Si potranno scoprire aspetti meno noti del genio rinascimentale. Verranno approfonditi il suo legame con la madre. Sarà analizzato anche il suo testamento. Questi elementi offriranno una visione più completa dell'uomo e dell'artista.

Un percorso espositivo coinvolgente e ampliato

Questa nuova edizione della mostra su Leonardo da Vinci è un ampliamento di un progetto già apprezzato. La curatrice, la storica dell'arte sr. Maria Gloria Riva, ha lavorato per arricchire l'esperienza. Sono stati aggiunti video inediti. Le proiezioni immersive e i contenuti multimediali renderanno la visita più coinvolgente.

«La mostra parte dalla vita di Leonardo nelle sue tappe», spiega sr. Maria Gloria Riva. Si parte da Vinci, poi Firenze e infine Milano. Si focalizzano i contatti avuti per opere come il Cenacolo. Questi contatti influenzarono le scelte iconografiche. La gestualità nel Cenacolo, ad esempio, risente del rapporto con i Padri Domenicani.

La parte conclusiva della mostra è definita sorprendente dalla curatrice. Rivelerebbe lo spessore umano di Leonardo. La sua capacità di relazione con i fratelli. La sua penetrazione della realtà nei sonetti. Infine, il suo testamento, che mostra sensibilità verso la fede e i poveri.

Dettagli dell'allestimento e significato educativo

Il percorso espositivo si sviluppa su più livelli. Al piano terra, un'introduzione video. Seguono sezioni sulla vita di Leonardo e i suoi studi. Al primo piano, una galleria di ritratti in scala originale. Tra questi, la Gioconda e la Dama dell'ermellino.

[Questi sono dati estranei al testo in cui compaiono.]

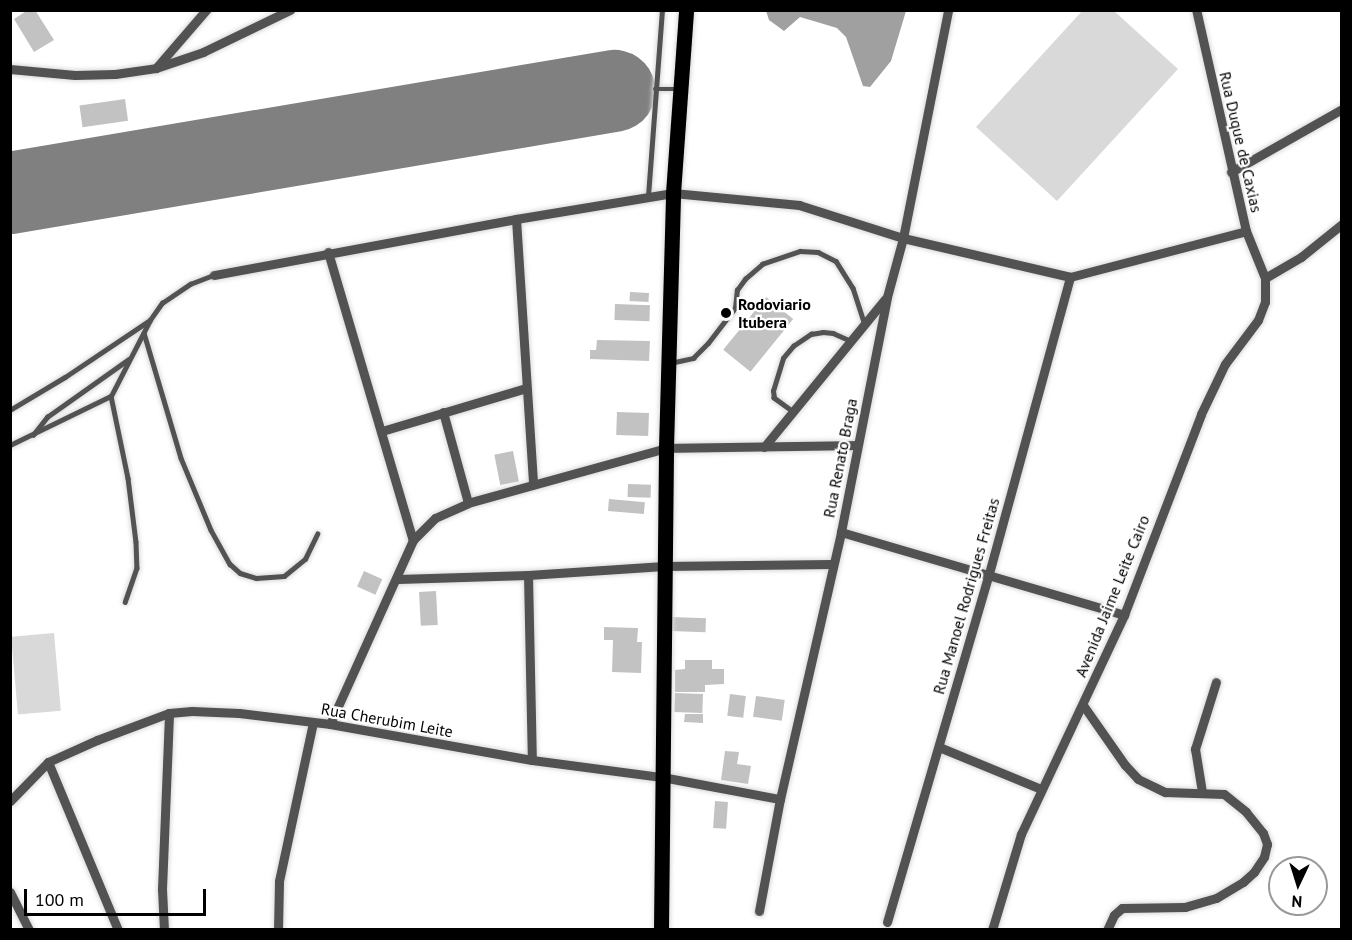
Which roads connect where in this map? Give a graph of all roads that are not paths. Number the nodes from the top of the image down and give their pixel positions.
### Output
1 (206, 10) edge
2 (290, 10) edge
3 (662, 10) edge
4 (686, 10) edge
5 (948, 10) edge
6 (1196, 10) edge
7 (156, 68) junction
8 (10, 69) edge
9 (655, 88) junction
10 (681, 90) junction
11 (1341, 109) edge
12 (1231, 172) junction
13 (673, 193) junction
14 (648, 197) junction
15 (516, 219) junction
16 (1341, 224) edge
17 (1246, 231) junction
18 (903, 238) junction
19 (328, 252) junction
20 (214, 275) joint
21 (1070, 277) junction
22 (1265, 278) junction
23 (887, 297) junction
24 (150, 320) junction
25 (865, 324) junction
26 (144, 333) junction
27 (851, 341) junction
28 (131, 358) junction
29 (668, 363) junction
30 (526, 388) junction
31 (111, 396) junction
32 (10, 410) edge
33 (443, 412) junction
34 (793, 412) junction
35 (381, 431) junction
36 (33, 435) junction
37 (10, 445) edge
38 (857, 445) junction
39 (764, 447) junction
40 (666, 448) junction
41 (533, 484) junction
42 (468, 503) junction
43 (841, 532) junction
44 (317, 534) dead end
45 (413, 540) junction
46 (832, 564) junction
47 (664, 566) junction
48 (528, 575) junction
49 (988, 577) junction
50 (398, 579) junction
51 (124, 602) dead end
52 (1124, 615) junction
53 (1216, 682) dead end
54 (1083, 705) junction
55 (170, 713) junction
56 (313, 723) junction
57 (330, 724) junction
58 (939, 747) junction
59 (532, 760) junction
60 (48, 762) junction
61 (663, 777) junction
62 (1041, 789) junction
63 (1202, 792) junction
64 (780, 799) junction
65 (10, 801) edge
66 (10, 892) edge
67 (759, 911) dead end
68 (887, 922) dead end
69 (29, 930) edge
70 (118, 930) edge
71 (164, 930) edge
72 (278, 930) edge
73 (661, 930) edge
74 (992, 930) edge
75 (1107, 930) edge

1 - 7 street
2 - 7 street
3 - 9 lane
4 - 10 main road
5 - 18 street, Rua Renato Braga
6 - 12 street, Rua Duque de Caxias
7 - 8 street
9 - 10 lane
9 - 14 lane
10 - 13 main road
11 - 12 street
12 - 17 street, Rua Duque de Caxias
13 - 14 street
13 - 18 street
13 - 29 main road
14 - 15 street
15 - 19 street
15 - 30 street
16 - 22 street
17 - 21 street
17 - 22 street, Rua Duque de Caxias
18 - 21 street
18 - 23 street, Rua Renato Braga
19 - 20 street
19 - 35 street
20 - 24 lane
21 - 49 street, Rua Manoel Rodrigues Freitas
22 - 52 street, Avenida Jaime Leite Cairo
23 - 25 street
23 - 38 street, Rua Renato Braga
24 - 26 lane
24 - 32 lane
25 - 27 street
25 - 29 lane
26 - 28 lane
26 - 44 lane
27 - 34 street
27 - 34 lane
28 - 31 lane
28 - 36 lane
29 - 40 main road
30 - 33 street
30 - 41 street
31 - 36 lane
31 - 51 lane
33 - 35 street
33 - 42 street
34 - 39 street
35 - 45 street
36 - 37 lane
38 - 39 street
38 - 43 street, Rua Renato Braga
39 - 40 street
40 - 41 street
40 - 47 main road
41 - 42 street
42 - 45 street
43 - 46 street, Rua Renato Braga
43 - 49 street
45 - 50 street
46 - 47 street
46 - 64 street, Rua Renato Braga
47 - 48 street
47 - 61 main road
48 - 50 street
48 - 59 street
49 - 52 street
49 - 58 street, Rua Manoel Rodrigues Freitas
50 - 57 street
52 - 54 street, Avenida Jaime Leite Cairo
53 - 63 street
54 - 62 street, Avenida Jaime Leite Cairo
54 - 63 street
55 - 56 street, Rua Cherubim Leite
55 - 60 street, Rua Cherubim Leite
55 - 71 street
56 - 57 street, Rua Cherubim Leite
56 - 72 street
57 - 59 street, Rua Cherubim Leite
58 - 62 street
58 - 68 street, Rua Manoel Rodrigues Freitas
59 - 61 street, Rua Cherubim Leite
60 - 65 street, Rua Cherubim Leite
60 - 70 street
61 - 64 street, Rua Cherubim Leite
61 - 73 main road
62 - 74 street, Avenida Jaime Leite Cairo
63 - 75 street
64 - 67 street, Rua Renato Braga
66 - 69 street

Il secondo piano presenta dettagli in grande formato di opere come il San Giovanni Battista. Il cuore dell'esposizione si trova al quarto piano. Qui è esposta la riproduzione del Cenacolo, quasi a grandezza naturale. L'affresco della Crocifissione di Donato Montorfano ne riproduce l'atmosfera.

Proiezioni speciali evidenzieranno particolari del Cenacolo. Un cortometraggio finale, realizzato da Mosaiko Srl, vede protagonista uno studente. Il giovane discute i suoi dubbi con un misterioso inserviente. Questo dialogo è un richiamo a Francesco Melzi, allievo di Leonardo.

Il progetto ha un forte valore didattico. Domande esistenziali invitano i visitatori a riflettere. Le parole di Cristo nel Vangelo di Giovanni diventano una chiave di lettura. Il co-curatore Giovanni Bresadola sottolinea come Leonardo rappresentasse l'intera umanità nel Cenacolo. Ogni apostolo veicola una risposta personale al male.

Studenti veronesi come guide d'eccezione

Un aspetto importante dell'iniziativa è il coinvolgimento degli studenti. Ragazzi di 12 istituti veronesi saranno guide nell'ambito di un progetto di Formazione Scuola-Lavoro. Circa 70 studenti affiancheranno i visitatori. Saranno supportati da 50 tutor adulti dell'Associazione Rivela.

«L'iniziativa mira a rafforzare competenze trasversali», afferma Ermanno Benetti, presidente di Rivela. La mostra vuole essere un esempio di come affrontare le circostanze con serietà e positività. I grandi artisti, come Leonardo, possono essere testimoni di speranza.